**Data extracts**
※ ※ ※

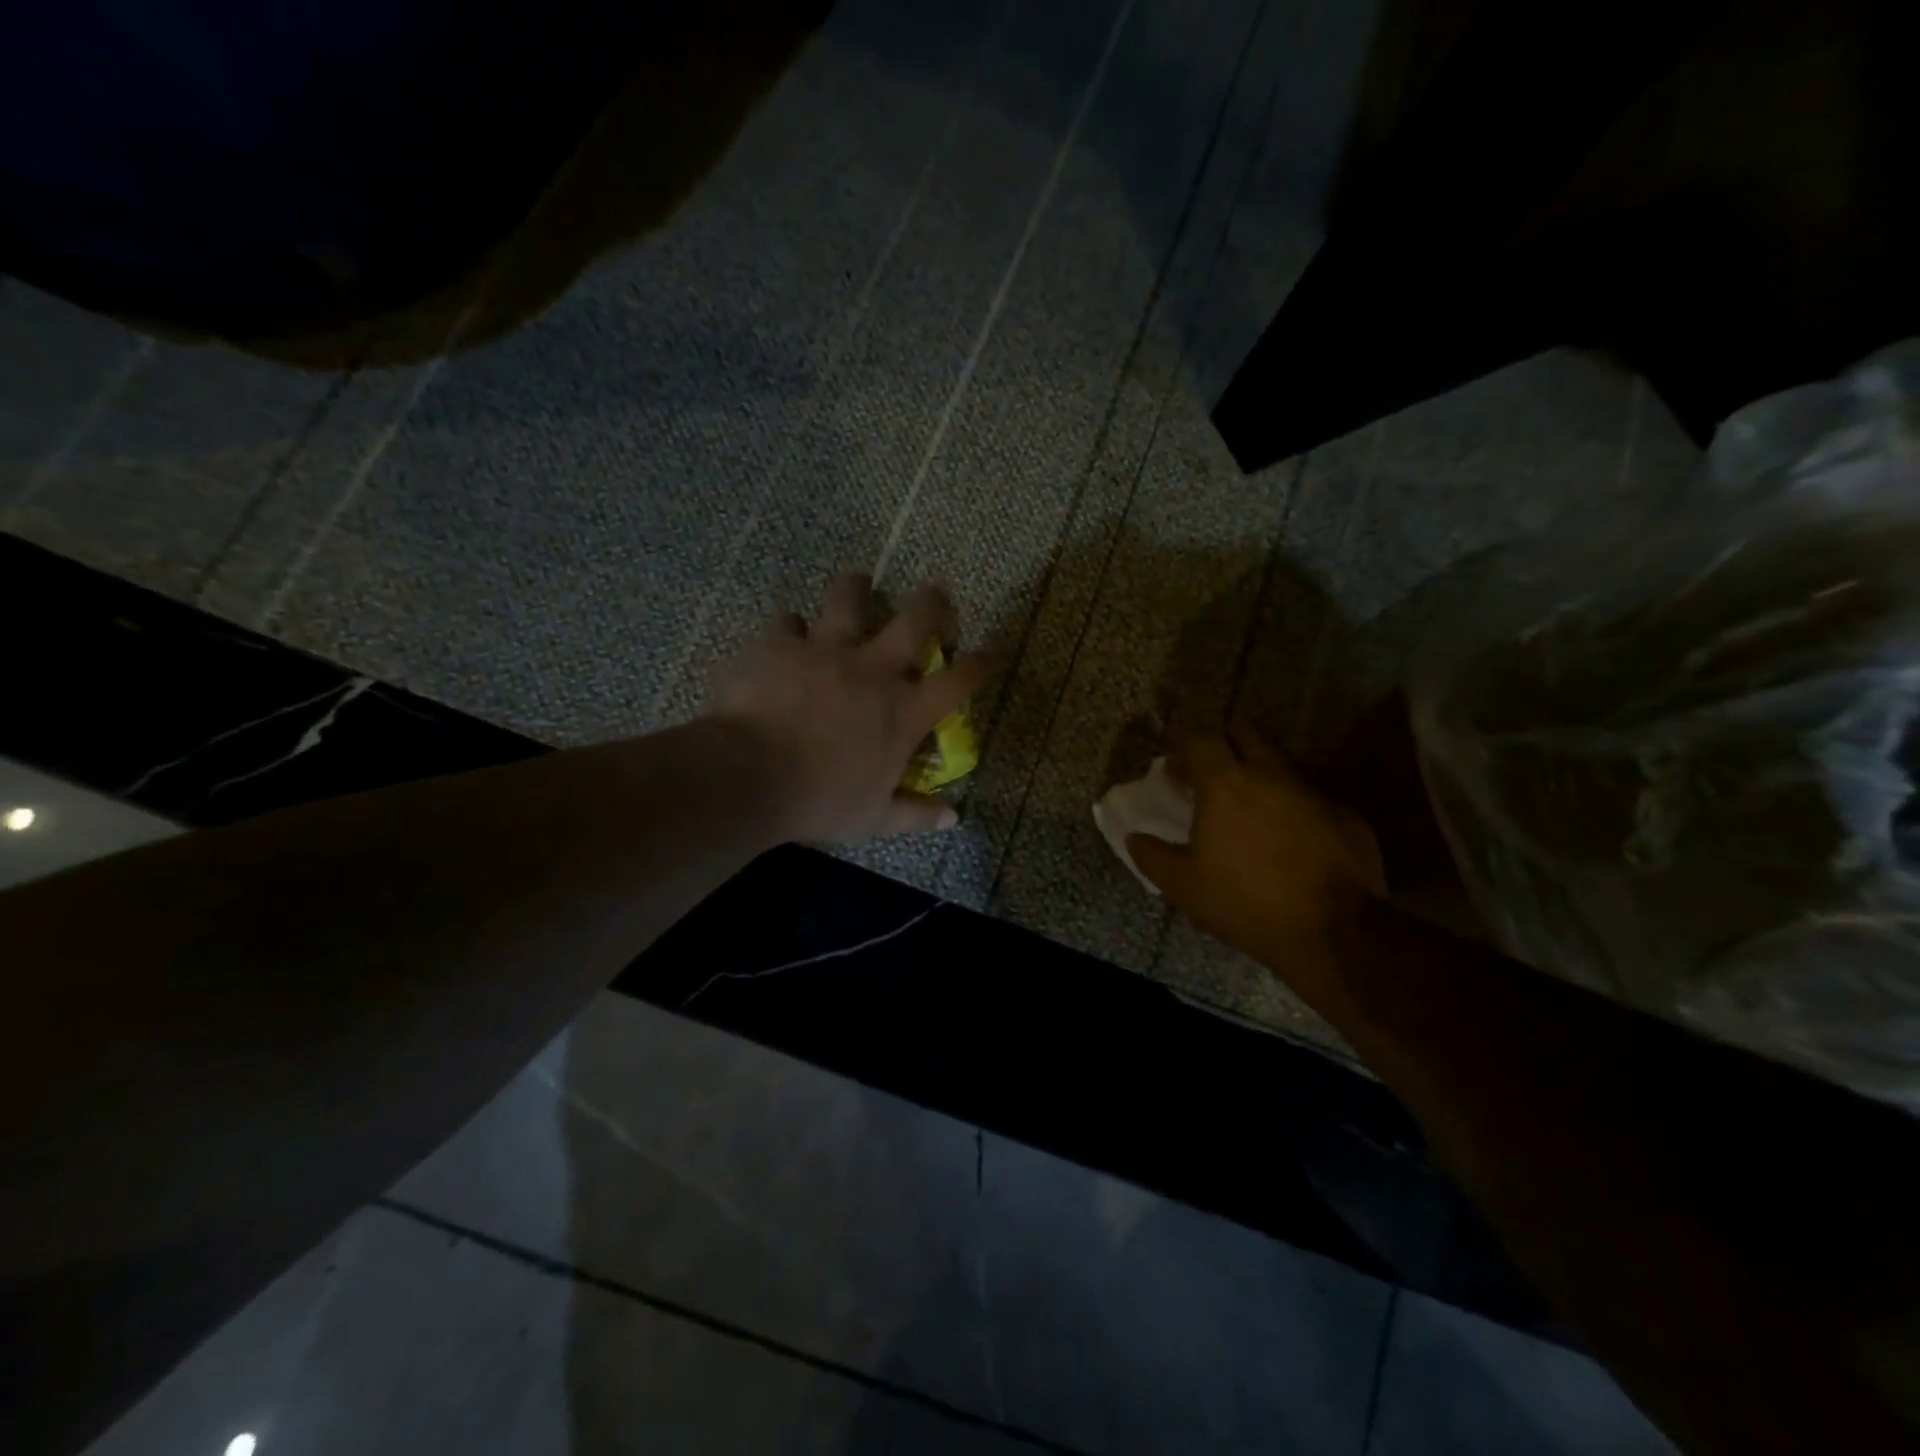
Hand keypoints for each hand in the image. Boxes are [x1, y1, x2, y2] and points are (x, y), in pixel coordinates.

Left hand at [706, 572, 995, 843]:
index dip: (981, 664)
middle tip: (935, 589)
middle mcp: (873, 670)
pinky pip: (787, 621)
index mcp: (903, 711)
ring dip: (856, 588)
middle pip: (915, 619)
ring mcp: (826, 649)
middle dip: (932, 601)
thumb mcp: (875, 818)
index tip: (992, 652)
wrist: (749, 776)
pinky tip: (784, 635)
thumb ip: (916, 814)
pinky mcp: (780, 643)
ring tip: (857, 582)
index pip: (958, 682)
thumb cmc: (820, 801)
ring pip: (849, 598)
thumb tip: (954, 817)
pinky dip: (789, 628)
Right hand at [1129, 719, 1384, 981]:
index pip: (1200, 740)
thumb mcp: (1184, 887)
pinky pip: (1311, 797)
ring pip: (1281, 764)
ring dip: (1262, 773)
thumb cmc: (1245, 902)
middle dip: (1226, 742)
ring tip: (1251, 804)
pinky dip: (1295, 806)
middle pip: (1245, 734)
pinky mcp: (1345, 814)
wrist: (1334, 931)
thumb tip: (1135, 838)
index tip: (1174, 769)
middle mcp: (1270, 774)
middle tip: (1213, 769)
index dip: (1184, 750)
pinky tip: (1292, 836)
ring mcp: (1312, 791)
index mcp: (1225, 784)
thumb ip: (1153, 856)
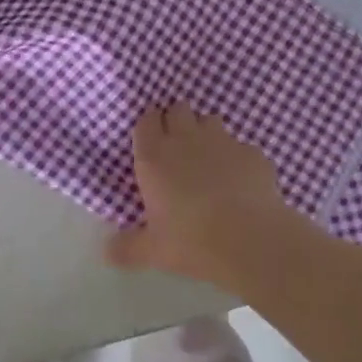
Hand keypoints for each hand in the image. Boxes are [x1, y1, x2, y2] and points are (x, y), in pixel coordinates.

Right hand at [106, 105, 307, 290]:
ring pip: (209, 120)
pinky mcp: (253, 152)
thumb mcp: (152, 251)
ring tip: (207, 159)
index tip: (150, 141)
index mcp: (154, 157)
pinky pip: (239, 146)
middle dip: (176, 121)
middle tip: (176, 148)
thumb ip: (127, 248)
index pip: (146, 121)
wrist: (251, 241)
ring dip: (205, 132)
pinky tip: (239, 180)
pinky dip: (235, 157)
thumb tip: (108, 252)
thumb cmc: (192, 242)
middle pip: (178, 109)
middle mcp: (186, 140)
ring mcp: (223, 142)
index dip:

※ ※ ※

**Assignment**
Write out every entry exactly. Pictures do not belong in the copy.

**Response below**
Hand keypoints for each hand in the image. Boxes are [x1, y1, x2, y2] and points are (x, y), in pixel coordinates.

Left hand at [706, 572, 995, 843]:
index dip: (981, 664)
middle tip: (935, 589)
middle mcp: (873, 670)
pinky pip: (787, 621)
index mcp: (903, 711)
ring dip: (856, 588)
middle pip: (915, 619)
ring mcp: (826, 649)
middle dip: (932, 601)
thumb mcp: (875, 818)
index tip: (992, 652)
wrist: (749, 776)
pinky tip: (784, 635)
thumb ip: (916, 814)
pinky mcp: (780, 643)
ring tip: (857, 582)
index pip: (958, 682)
thumb cmc: (820, 801)
ring pip: (849, 598)
thumb tip: (954, 817)
pinky dip: (789, 628)
Right hand at [1129, 719, 1384, 981]:
index pip: (1200, 740)
thumb mcp: (1184, 887)
pinky pip: (1311, 797)
ring pip: (1281, 764)
ring dip: (1262, 773)
thumb cmc: (1245, 902)
middle dip: (1226, 742)
ring tip: (1251, 804)
pinky dip: (1295, 806)
middle pip: (1245, 734)
pinky mcp: (1345, 814)
wrist: (1334, 931)
thumb tip: (1135, 838)
index tip: (1174, 769)
middle mcp: (1270, 774)
middle tip: (1213, 769)
index dip: (1184, 750)
pinky tip: (1292, 836)
ring mcp: (1312, 791)
index mcp: (1225, 784)
thumb ip: (1153, 856)
Hand keypoints for each hand in the image. Boxes are [x1, y1, x2, y2] and points are (x, y), in pixel coordinates.

Right hand at [106, 105, 307, 290]:
ring pip: (209, 120)
pinky mcp: (253, 152)
thumb mcp: (152, 251)
ring tip: (207, 159)
index tip: (150, 141)
index mcp: (154, 157)
pinky pip: (239, 146)
middle dip: (176, 121)
middle tip: (176, 148)
thumb ip: (127, 248)
index pip: (146, 121)
wrist: (251, 241)
ring dip: (205, 132)
pinky tip: (239, 180)
pinky dip: (235, 157)
thumb tip: (108, 252)
thumb cmc: (192, 242)
middle pip: (178, 109)
middle mcp: (186, 140)
ring mcp: (223, 142)
index dip:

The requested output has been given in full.